[DATASET EXCERPTS — start]
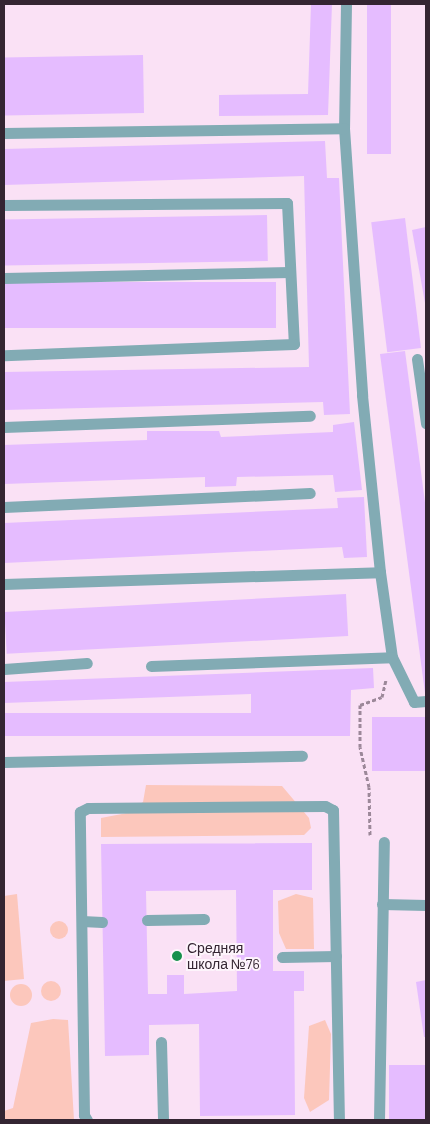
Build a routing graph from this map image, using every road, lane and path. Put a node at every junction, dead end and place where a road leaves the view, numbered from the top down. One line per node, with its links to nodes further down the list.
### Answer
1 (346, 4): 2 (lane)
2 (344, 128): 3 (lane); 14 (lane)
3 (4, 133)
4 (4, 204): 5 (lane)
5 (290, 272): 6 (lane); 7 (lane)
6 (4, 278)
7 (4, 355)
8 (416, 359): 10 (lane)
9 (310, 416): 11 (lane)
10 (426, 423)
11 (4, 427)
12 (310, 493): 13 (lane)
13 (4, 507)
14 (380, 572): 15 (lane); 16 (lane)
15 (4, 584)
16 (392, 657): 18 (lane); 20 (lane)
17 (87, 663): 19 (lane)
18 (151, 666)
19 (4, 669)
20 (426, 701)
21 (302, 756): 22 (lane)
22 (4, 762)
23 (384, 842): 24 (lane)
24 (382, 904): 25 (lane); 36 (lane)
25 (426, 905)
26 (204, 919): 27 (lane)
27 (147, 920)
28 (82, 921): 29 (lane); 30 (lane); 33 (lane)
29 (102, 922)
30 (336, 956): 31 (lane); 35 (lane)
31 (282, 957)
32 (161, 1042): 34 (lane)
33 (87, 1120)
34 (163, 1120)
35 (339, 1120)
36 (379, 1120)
[DATASET EXCERPTS — finish]
[DATASET EXCERPTS — start]
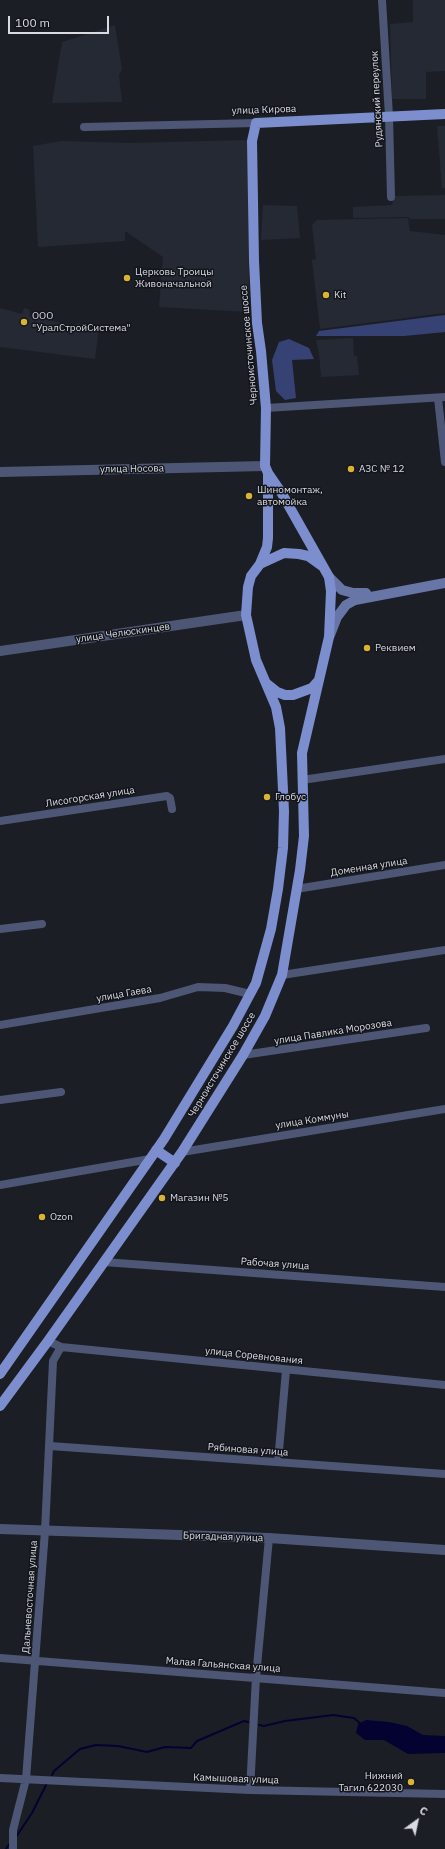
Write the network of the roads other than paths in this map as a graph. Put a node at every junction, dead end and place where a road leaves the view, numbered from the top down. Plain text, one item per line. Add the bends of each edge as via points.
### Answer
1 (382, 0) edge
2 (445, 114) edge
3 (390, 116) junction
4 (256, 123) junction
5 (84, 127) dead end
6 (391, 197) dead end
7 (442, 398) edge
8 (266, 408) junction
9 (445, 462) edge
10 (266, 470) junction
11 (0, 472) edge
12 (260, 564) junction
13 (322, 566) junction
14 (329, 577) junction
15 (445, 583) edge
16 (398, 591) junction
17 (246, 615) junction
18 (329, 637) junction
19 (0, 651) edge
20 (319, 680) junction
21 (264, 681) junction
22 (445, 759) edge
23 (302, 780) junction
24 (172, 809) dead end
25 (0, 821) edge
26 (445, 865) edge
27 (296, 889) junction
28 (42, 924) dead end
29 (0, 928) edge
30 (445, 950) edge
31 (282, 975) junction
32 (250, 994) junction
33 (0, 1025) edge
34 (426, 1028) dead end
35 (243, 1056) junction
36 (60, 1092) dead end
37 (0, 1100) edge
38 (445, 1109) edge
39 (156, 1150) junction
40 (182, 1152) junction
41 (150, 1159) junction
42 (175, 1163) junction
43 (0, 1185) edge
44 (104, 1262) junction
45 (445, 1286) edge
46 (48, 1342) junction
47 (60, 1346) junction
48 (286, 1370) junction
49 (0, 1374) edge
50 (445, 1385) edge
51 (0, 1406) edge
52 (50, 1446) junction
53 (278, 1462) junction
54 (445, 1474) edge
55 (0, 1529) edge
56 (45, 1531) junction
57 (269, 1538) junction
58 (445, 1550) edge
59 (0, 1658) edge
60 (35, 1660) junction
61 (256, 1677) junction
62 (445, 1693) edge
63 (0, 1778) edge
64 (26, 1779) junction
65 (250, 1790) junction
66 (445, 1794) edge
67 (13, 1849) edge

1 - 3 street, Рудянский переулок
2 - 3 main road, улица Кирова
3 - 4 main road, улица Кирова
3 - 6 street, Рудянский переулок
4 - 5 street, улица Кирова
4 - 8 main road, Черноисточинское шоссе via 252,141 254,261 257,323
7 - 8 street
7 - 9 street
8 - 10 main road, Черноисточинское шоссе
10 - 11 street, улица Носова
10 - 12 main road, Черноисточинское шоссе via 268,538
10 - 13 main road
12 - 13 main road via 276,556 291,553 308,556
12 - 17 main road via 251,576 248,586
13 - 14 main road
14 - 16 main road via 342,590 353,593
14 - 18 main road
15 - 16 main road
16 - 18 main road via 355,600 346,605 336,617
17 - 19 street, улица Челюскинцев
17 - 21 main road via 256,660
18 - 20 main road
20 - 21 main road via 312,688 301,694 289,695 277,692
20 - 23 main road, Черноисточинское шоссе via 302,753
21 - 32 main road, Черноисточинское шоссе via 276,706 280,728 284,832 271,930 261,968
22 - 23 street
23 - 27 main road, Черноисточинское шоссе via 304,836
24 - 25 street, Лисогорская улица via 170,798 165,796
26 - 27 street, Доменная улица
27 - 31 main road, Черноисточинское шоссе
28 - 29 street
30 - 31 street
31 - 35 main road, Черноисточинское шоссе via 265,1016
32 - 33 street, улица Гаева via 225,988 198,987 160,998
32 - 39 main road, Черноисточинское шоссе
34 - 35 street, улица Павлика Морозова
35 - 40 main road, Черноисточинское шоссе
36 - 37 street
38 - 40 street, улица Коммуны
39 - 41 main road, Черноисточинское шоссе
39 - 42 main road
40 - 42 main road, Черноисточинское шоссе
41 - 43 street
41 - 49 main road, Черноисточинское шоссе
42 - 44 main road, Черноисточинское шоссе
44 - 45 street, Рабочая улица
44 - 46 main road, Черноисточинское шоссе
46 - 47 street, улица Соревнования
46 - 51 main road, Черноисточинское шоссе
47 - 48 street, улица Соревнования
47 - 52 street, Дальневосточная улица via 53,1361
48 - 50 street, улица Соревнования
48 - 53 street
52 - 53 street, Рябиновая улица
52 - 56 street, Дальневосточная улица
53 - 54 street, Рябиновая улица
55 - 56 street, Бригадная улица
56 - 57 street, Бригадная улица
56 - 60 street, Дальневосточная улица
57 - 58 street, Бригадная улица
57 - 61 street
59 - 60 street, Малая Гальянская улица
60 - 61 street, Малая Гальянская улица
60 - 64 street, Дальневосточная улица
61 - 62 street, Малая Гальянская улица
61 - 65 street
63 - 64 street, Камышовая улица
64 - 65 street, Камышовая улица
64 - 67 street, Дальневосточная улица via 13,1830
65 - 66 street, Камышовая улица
[DATASET EXCERPTS — finish]
[DATASET EXCERPTS — start]
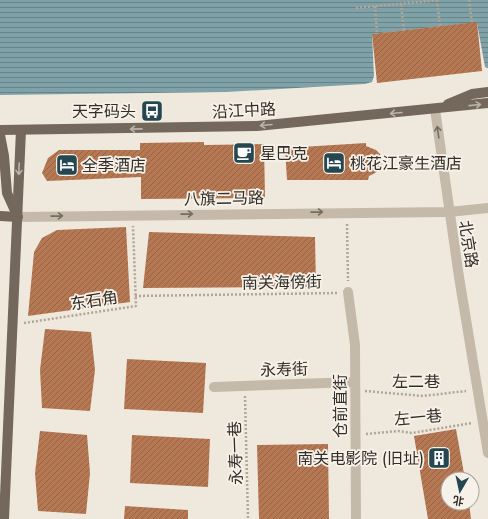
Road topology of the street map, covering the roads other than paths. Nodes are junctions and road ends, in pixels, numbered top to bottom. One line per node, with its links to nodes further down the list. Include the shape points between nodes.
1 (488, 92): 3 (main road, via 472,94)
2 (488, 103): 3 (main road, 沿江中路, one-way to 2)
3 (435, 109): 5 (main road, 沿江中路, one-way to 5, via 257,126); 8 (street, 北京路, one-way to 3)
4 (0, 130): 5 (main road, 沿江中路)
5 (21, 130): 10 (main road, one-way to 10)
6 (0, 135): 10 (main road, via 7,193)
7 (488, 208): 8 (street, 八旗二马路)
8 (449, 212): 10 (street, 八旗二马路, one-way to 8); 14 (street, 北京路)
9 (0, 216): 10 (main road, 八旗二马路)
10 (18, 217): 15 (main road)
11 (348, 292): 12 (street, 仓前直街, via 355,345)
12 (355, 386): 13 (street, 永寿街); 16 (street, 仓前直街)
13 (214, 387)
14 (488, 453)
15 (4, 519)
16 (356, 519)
[DATASET EXCERPTS — finish]
ASSIGNMENT => Go through the data, and copy each line in which the word "from" appears.

YOUR SOLUTION =>
Build a routing graph from this map image, using every road, lane and path. Put a node at every junction, dead end and place where a road leaves the view, numbered from the top down. One line per node, with its links to nodes further down the list.
Write the network of the roads other than paths in this map as a graph. Put a node at every junction, dead end and place where a road leaves the view, numbered from the top down. Plain text, one item per line. Add the bends of each edge as via points.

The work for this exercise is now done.